# Sentiment Classification & How To "Frame Problems" for a Neural Network

by Andrew Trask

- **Twitter**: @iamtrask
- **Blog**: http://iamtrask.github.io

# Lesson: Curate a Dataset

In [1]:
def pretty_print_review_and_label(i):
    print(labels[i] + "\t:\t" + reviews[i][:80] + "...")

g = open('reviews.txt','r') # What we know!
reviews = list(map(lambda x:x[:-1],g.readlines()))
g.close()

g = open('labels.txt','r') # What we WANT to know!
labels = list(map(lambda x:x[:-1].upper(),g.readlines()))
g.close()

In [2]:
len(reviews)

25000

In [6]:
reviews[1]

'story of a man who has unnatural feelings for a pig . starts out with a opening scene that is a terrific example of absurd comedy . a formal orchestra audience is turned into an insane  violent mob by the crazy chantings of it  s singers . unfortunately it stays absurd the whole time with no general narrative eventually making it just too off putting . even those from the era should be turned off . the cryptic dialogue would make shakespeare seem easy to a third grader . on a technical level it  s better than you might think with some good cinematography by future great vilmos zsigmond . future stars sally kirkland and frederic forrest can be seen briefly .  '

In [7]:
labels[1]

'NEGATIVE'

# Lesson: Develop a Predictive Theory

In [8]:
print("labels.txt \t : \t reviews.txt\n")
pretty_print_review_and_label(2137)
pretty_print_review_and_label(12816)
pretty_print_review_and_label(6267)
pretty_print_review_and_label(21934)
pretty_print_review_and_label(5297)
pretty_print_review_and_label(4998)
pretty_print_review_and_label(0)

labels.txt 	 : 	 reviews.txt

NEGATIVE	:	this movie is terrible but it has some good effects .  ...
POSITIVE	:	adrian pasdar is excellent is this film . he makes a fascinating woman .  ...
NEGATIVE	:	comment this movie is impossible . is terrible  very improbable  bad interpretat...
POSITIVE	:	excellent episode movie ala pulp fiction .  days   suicides . it doesnt get more...
NEGATIVE	:	if you haven  t seen this  it  s terrible . it is pure trash . i saw this about ...
POSITIVE	:	this schiffer guy is a real genius  the movie is of excellent quality and both e...
POSITIVE	:	bromwell high is a cartoon comedy . it ran at the same time as some other progra...


In [9]:
# hypothesis: reviews that contain 'terrible' are NEGATIVE,
#             those containing 'excellent' are POSITIVE
neg = "terrible"
pos = "excellent"

In [15]:
check_neg = []
check_pos = []
fail_neg = []
fail_pos = []

# collecting all the examples in different lists, depending on whether it the hypothesis is true or false
for s, t in zip(labels, reviews):
    if neg in t and s == "NEGATIVE":
        check_neg.append([s, t])
    elif neg in t and s != "NEGATIVE":
        fail_neg.append([s, t])
    if pos in t and s == "POSITIVE":
        check_pos.append([s, t])
    elif pos in t and s != "POSITIVE":
        fail_pos.append([s, t])

In [18]:
# doing some stats and looking at the results
print("NEGATIVE with '{0}': correct: {1}, incorrect: {2}".format(neg, len(check_neg), len(fail_neg)))
print("That's a ratio of {0}:1".format(len(check_neg)/len(fail_neg)))
print()
print("POSITIVE with '{0}': correct: {1}, incorrect: {2}".format(pos, len(check_pos), len(fail_pos)))
print("That's a ratio of {0}:1".format(len(check_pos)/len(fail_pos)))

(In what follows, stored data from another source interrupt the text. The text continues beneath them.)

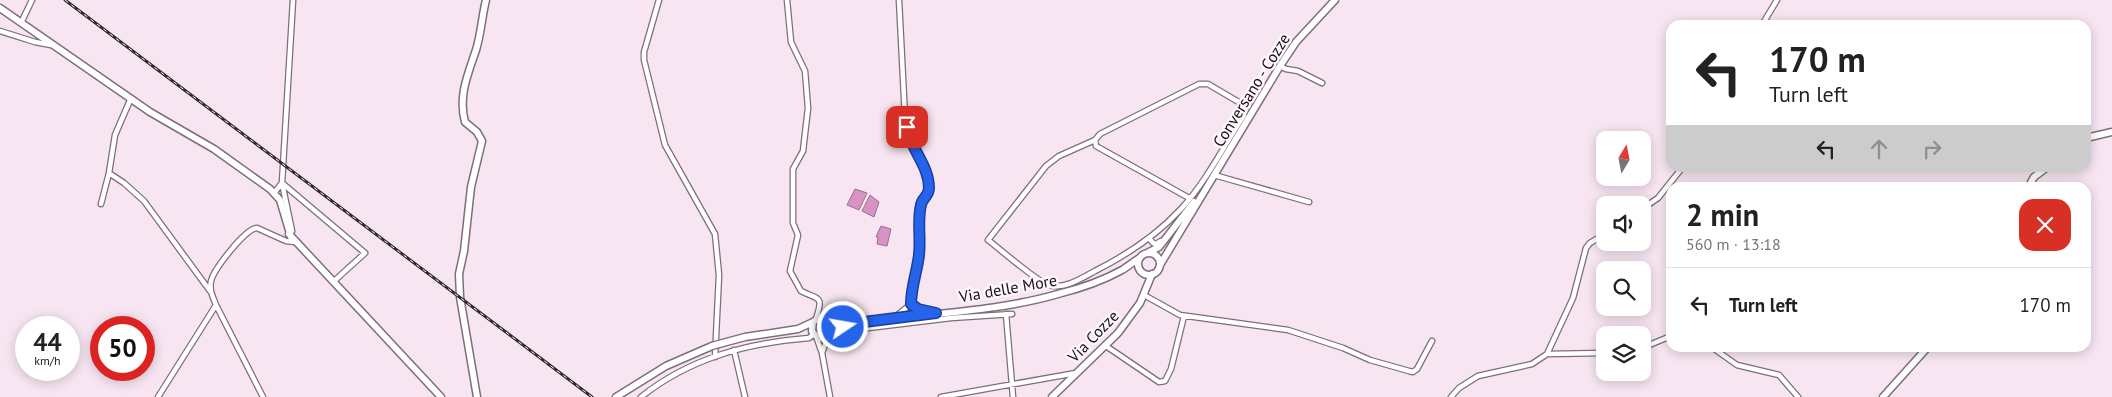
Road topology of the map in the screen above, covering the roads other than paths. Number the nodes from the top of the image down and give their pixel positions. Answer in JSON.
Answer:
{"nodes":[{"id":1,"x":32,"y":0,"type":"edge"},
{"id":2,"x":292,"y":0,"type":"edge"},
{"id":3,"x":486,"y":0,"type":"edge"},
{"id":4,"x":659,"y":0,"type":"edge"},
{"id":5,"x":788,"y":0,"type":"edge"},
{"id":6,"x":899,"y":0,"type":"edge"},
{"id":7,"x":1777,"y":0,"type":"edge"},
{"id":8,"x":1333,"y":1,"type":"edge"},
{"id":9,"x":0,"y":8,"type":"edge"},
{"id":10,"x":1765,"y":20,"type":"edge"},
{"id":11,"x":21,"y":23,"type":"junction"},
{"id":12,"x":0,"y":31,"type":"edge"},
{"id":13,"x":56,"y":46,"type":"junction"},
{"id":14,"x":1280,"y":66,"type":"junction"},
{"id":15,"x":1322,"y":83,"type":"dead end"},
{"id":16,"x":131,"y":98,"type":"junction"},
{"id":17,"x":2112,"y":132,"type":"edge"},
{"id":18,"x":2091,"y":137,"type":"edge"},
{"id":19,"x":1095,"y":140,"type":"junction"},
{"id":20,"x":1679,"y":172,"type":"edge"},
{"id":21,"x":2041,"y":172,"type":"edge"},
{"id":22,"x":109,"y":173,"type":"junction"},
{"id":23,"x":1214,"y":175,"type":"junction"},
{"id":24,"x":1671,"y":182,"type":"edge"},
{"id":25,"x":2031,"y":182,"type":"edge"},
{"id":26,"x":282,"y":183,"type":"junction"},
{"id":27,"x":1666,"y":188,"type":"edge"},
{"id":28,"x":274,"y":193,"type":"junction"},
{"id":29,"x":1189,"y":198,"type":"junction"},
{"id":30,"x":1309,"y":202,"type":"dead end"},
{"id":31,"x":1651,"y":203,"type":"edge"},
{"id":32,"x":101,"y":204,"type":"dead end"},
{"id":33,"x":1186,"y":213,"type":"junction"},
{"id":34,"x":293,"y":237,"type":"junction"},
{"id":35,"x":1150,"y":238,"type":"junction"},
{"id":36,"x":1596,"y":239,"type":"edge"},
{"id":37,"x":1149,"y":252,"type":"junction"},
{"id":38,"x":1129,"y":253,"type":"junction"},
{"id":39,"x":1138,"y":260,"type":"junction"},
{"id":40,"x":1130,"y":264,"type":"junction"},
{"id":41,"x":1160,"y":265,"type":"junction"},
{"id":42,"x":1122,"y":270,"type":"junction"},
{"id":43,"x":1141,"y":272,"type":"junction"},
{"id":44,"x":1152,"y":274,"type":"junction"},
{"id":45,"x":333,"y":282,"type":"junction"},
{"id":46,"x":210,"y":291,"type":"junction"},
{"id":47,"x":1145,"y":291,"type":"junction"},
{"id":48,"x":216,"y":304,"type":"junction"},
{"id":49,"x":911,"y":304,"type":"junction"},
{"id":50,"x":820,"y":308,"type":"junction"},
{"id":51,"x":936,"y":313,"type":"junction"},
{"id":52,"x":1006,"y":314,"type":"junction"},
{"id":53,"x":1012,"y":314,"type":"dead end"},
{"id":54,"x":1184,"y":316,"type":"junction"},
{"id":55,"x":827,"y":318,"type":"junction"},
{"id":56,"x":893,"y":319,"type":"junction"},
{"id":57,"x":815,"y":320,"type":"junction"},
{"id":58,"x":864,"y":322,"type":"junction"},
{"id":59,"x":798,"y":329,"type":"junction"},
{"id":60,"x":814,"y":334,"type":"junction"},
{"id":61,"x":830,"y":334,"type":"junction"},
{"id":62,"x":1666,"y":338,"type":"edge"},
{"id":63,"x":1432,"y":341,"type":"dead end"},
{"id":64,"x":1651,"y":344,"type":"edge"},
{"id":65,"x":1106,"y":346,"type":"junction"},
{"id":66,"x":734,"y":350,"type":"junction"},
{"id":67,"x":1718,"y":352,"type":"edge"},
{"id":68,"x":1923,"y":352,"type":"edge"},
{"id":69,"x":822,"y":353,"type":"junction"},
{"id":70,"x":1596,"y":353,"type":"edge"},
{"id":71,"x":1548,"y":354,"type":"junction"},
{"id":72,"x":715,"y":357,"type":"junction"},
{"id":73,"x":1078,"y":372,"type":"junction"},
{"id":74,"x":1012,"y":384,"type":"junction"},
{"id":75,"x":158,"y":397,"type":"edge"},
{"id":76,"x":263,"y":397,"type":"edge"},
{"id":77,"x":440,"y":397,"type":"edge"},
{"id":78,"x":477,"y":397,"type":"edge"},
{"id":79,"x":616,"y":397,"type":"edge"},
{"id":80,"x":641,"y":397,"type":"edge"},
{"id":81,"x":745,"y":397,"type":"edge"},
{"id":82,"x":830,"y":397,"type":"edge"},
{"id":83,"x":941,"y":397,"type":"edge"},
{"id":84,"x":1013,"y":397,"type":"edge"},
{"id":85,"x":1052,"y":397,"type":"edge"},
{"id":86,"x":1451,"y":397,"type":"edge"},
{"id":87,"x":1798,"y":397,"type":"edge"},
{"id":88,"x":1883,"y":397,"type":"edge"}],
"edges":[{"from":1,"to":11,"type":"street"},
{"from":2,"to":26,"type":"street"},
{"from":3,"to":78,"type":"main road"},
{"from":4,"to":72,"type":"street"},
{"from":5,"to":50,"type":"street"},
{"from":6,"to":49,"type":"street"},
{"from":7,"to":10,"type":"street"},
{"from":8,"to":14,"type":"main road","name":"Conversano - Cozze"},
{"from":9,"to":11,"type":"main road"},
{"from":11,"to":13,"type":"main road"},
{"from":12,"to":13,"type":"street"},
{"from":13,"to":16,"type":"main road"},
{"from":14,"to":15,"type":"street"},
{"from":14,"to":23,"type":"main road","name":"Conversano - Cozze"},
{"from":16,"to":22,"type":"street"},
{"from":16,"to":28,"type":"main road"},
{"from":17,"to":18,"type":"main road"},
{"from":19,"to":29,"type":"street"},
{"from":19,"to":29,"type":"street"},
{"from":19,"to":38,"type":"street"},
{"from":20,"to":24,"type":"street"},
{"from":21,"to":25,"type":"main road"},
{"from":22,"to":32,"type":"street"},
{"from":22,"to":46,"type":"street"},
{"from":23,"to":30,"type":"street"},
{"from":23,"to":33,"type":"main road"},
{"from":23,"to":41,"type":"main road"},
{"from":26,"to":28,"type":"street"},
{"from":26,"to":34,"type":"street"},
{"from":26,"to":45,"type":"street"},
{"from":27,"to":31,"type":"street"},
{"from":28,"to":34,"type":"main road"},
{"from":29,"to":35,"type":"street"},
{"from":33,"to":35,"type":"street"},
{"from":33,"to":37,"type":"main road"},
{"from":34,"to":45,"type":"main road"},
{"from":34,"to":46,"type":"street"},
{"from":35,"to":38,"type":"street"},
{"from":36,"to":71,"type":"street"},
{"from":37,"to":39,"type":"main road"},
{"from":37,"to":41,"type":"main road"},
{"from":38,"to":39,"type":"street"},
{"from":38,"to":40,"type":"street"},
{"from":39,"to":40,"type":"main road"},
{"from":39,"to":43,"type":"main road"},
{"from":40,"to":42,"type":"main road"},
{"from":41,"to":44,"type":"main road"},
{"from":42,"to":43,"type":"main road"},
{"from":42,"to":51,"type":"main road","name":"Via delle More"},
{"from":43,"to":44,"type":"main road"},
{"from":43,"to":47,"type":"main road"},
{"from":44,"to":47,"type":"main road","name":"Via Cozze"},
{"from":45,"to":77,"type":"main road"},
{"from":46,"to":48,"type":"street"},
{"from":47,"to":54,"type":"street"},
{"from":47,"to":65,"type":"main road","name":"Via Cozze"},
{"from":48,"to":75,"type":"street"},
{"from":48,"to":76,"type":"street"},
{"from":49,"to":51,"type":"street"},
{"from":49,"to":56,"type":"street"},
{"from":50,"to":55,"type":"street"},
{"from":50,"to":57,"type":"street"},
{"from":51,"to":56,"type":"main road","name":"Via delle More"},
{"from":52,"to":53,"type":"street"},
{"from":52,"to":61,"type":"street"},
{"from":52,"to":74,"type":"street"},
{"from":54,"to":63,"type":"street"},
{"from":54,"to":65,"type":"street"},
{"from":55,"to":57,"type":"main road"},
{"from":55,"to":58,"type":"main road"},
{"from":55,"to":61,"type":"main road"},
{"from":56,"to":58,"type":"main road","name":"Via delle More"},
{"from":57,"to":59,"type":"main road"},
{"from":57,"to":60,"type":"main road"},
{"from":58,"to":61,"type":"main road"},
{"from":59,"to":60,"type":"main road"},
{"from":59,"to":79,"type":"main road","bridge":true},
{"from":60,"to":61,"type":"main road"},
{"from":60,"to":66,"type":"street"},
{"from":60,"to":69,"type":"street"},
{"from":61,"to":69,"type":"street"},
{"from":62,"to":64,"type":"street"},
{"from":65,"to":73,"type":"main road","name":"Via Cozze"},
{"from":66,"to":72,"type":"street"},
{"from":66,"to":81,"type":"street"},
{"from":67,"to":87,"type":"street"},
{"from":68,"to":88,"type":"main road"},
{"from":69,"to":82,"type":"street"},
{"from":70,"to":71,"type":"street"},
{"from":71,"to":86,"type":"street"},
{"from":72,"to":80,"type":"street"},
{"from":73,"to":74,"type":"street"},
{"from":73,"to":85,"type":"main road","name":"Via Cozze"},
{"from":74,"to":83,"type":"street"},
{"from":74,"to":84,"type":"street"}]}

NEGATIVE with 'terrible': correct: 1122, incorrect: 217
That's a ratio of 5.170506912442396:1

POSITIVE with 'excellent': correct: 1476, incorrect: 352
That's a ratio of 4.193181818181818:1


Altogether only the existence of either of these two words in a review text seems to make it 4-5 times more probable that the review is POSITIVE ("excellent") or NEGATIVE ("terrible") respectively.